A expansão dos negócios de mineração em geral, e o Camisea em particular, têm ajudado a engordar os investimentos estrangeiros diretos no Peru. Segundo a agência de classificação de risco Fitch, o patamar atual de investimentos é mais que suficiente para cobrir o déficit em conta corrente peruano, que foi de 1,8% do PIB em 2003.
Este pode ser um ponto positivo a se destacar na economia do país, mas não é o único. Segundo o Marco Macroeconômico Multianual 2005-2007, publicado pelo Ministério da Economia do país, o PIB peruano deverá crescer 4,3% neste ano, desempenho acima do verificado na média da América Latina.

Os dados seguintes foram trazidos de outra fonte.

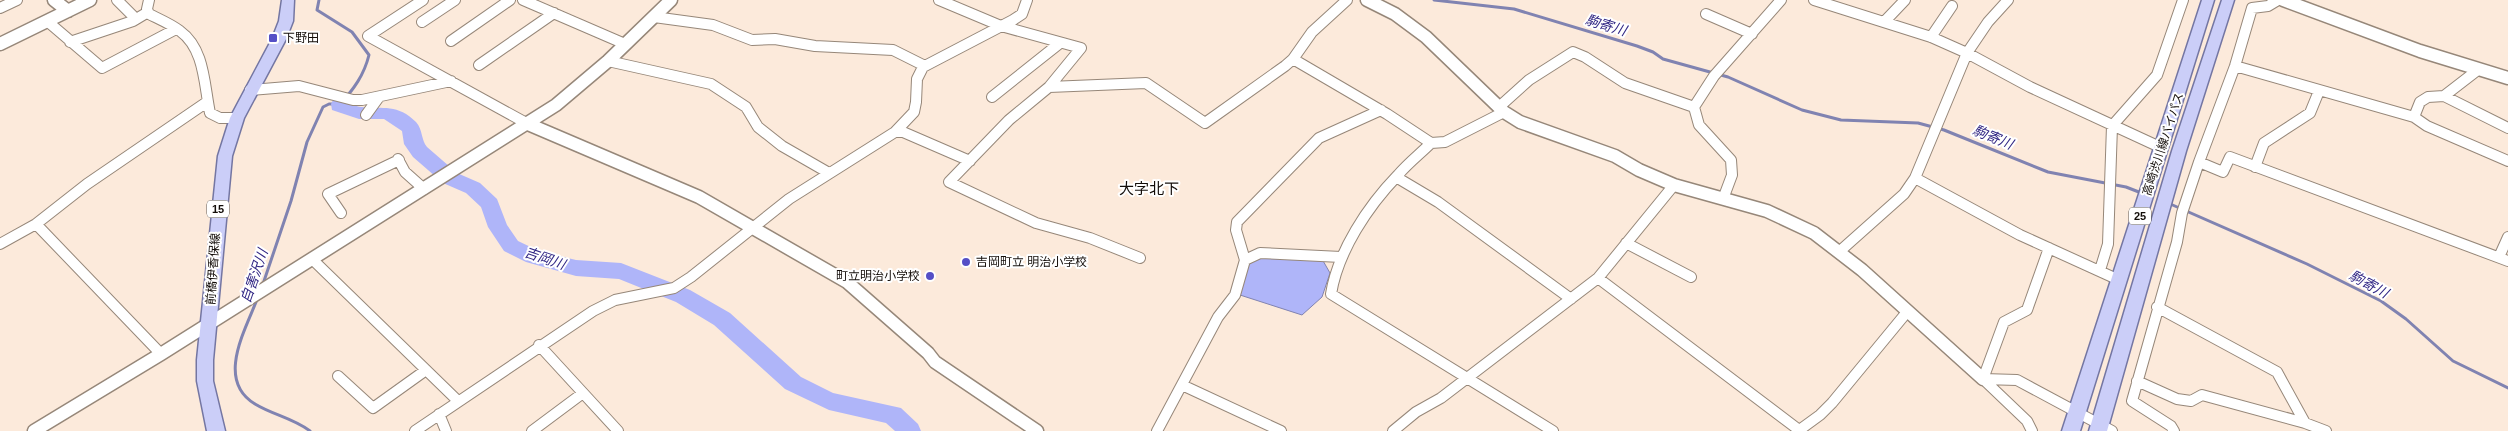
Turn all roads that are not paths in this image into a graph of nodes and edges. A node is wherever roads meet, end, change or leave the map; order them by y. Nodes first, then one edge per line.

Espera-se que o saldo da balança comercial chegue a US$ 2,3 bilhões, o triplo do registrado em 2003. A "favorável performance econômica, com crescimento sólido e baixa inflação" levou o Fundo Monetário Internacional a aprovar no mês passado empréstimo de US$ 422,8 milhões. A linha de crédito tem caráter preventivo e o país não tem intenção de utilizar os recursos, mas demonstra a visão que os agentes econômicos internacionais têm hoje do Peru.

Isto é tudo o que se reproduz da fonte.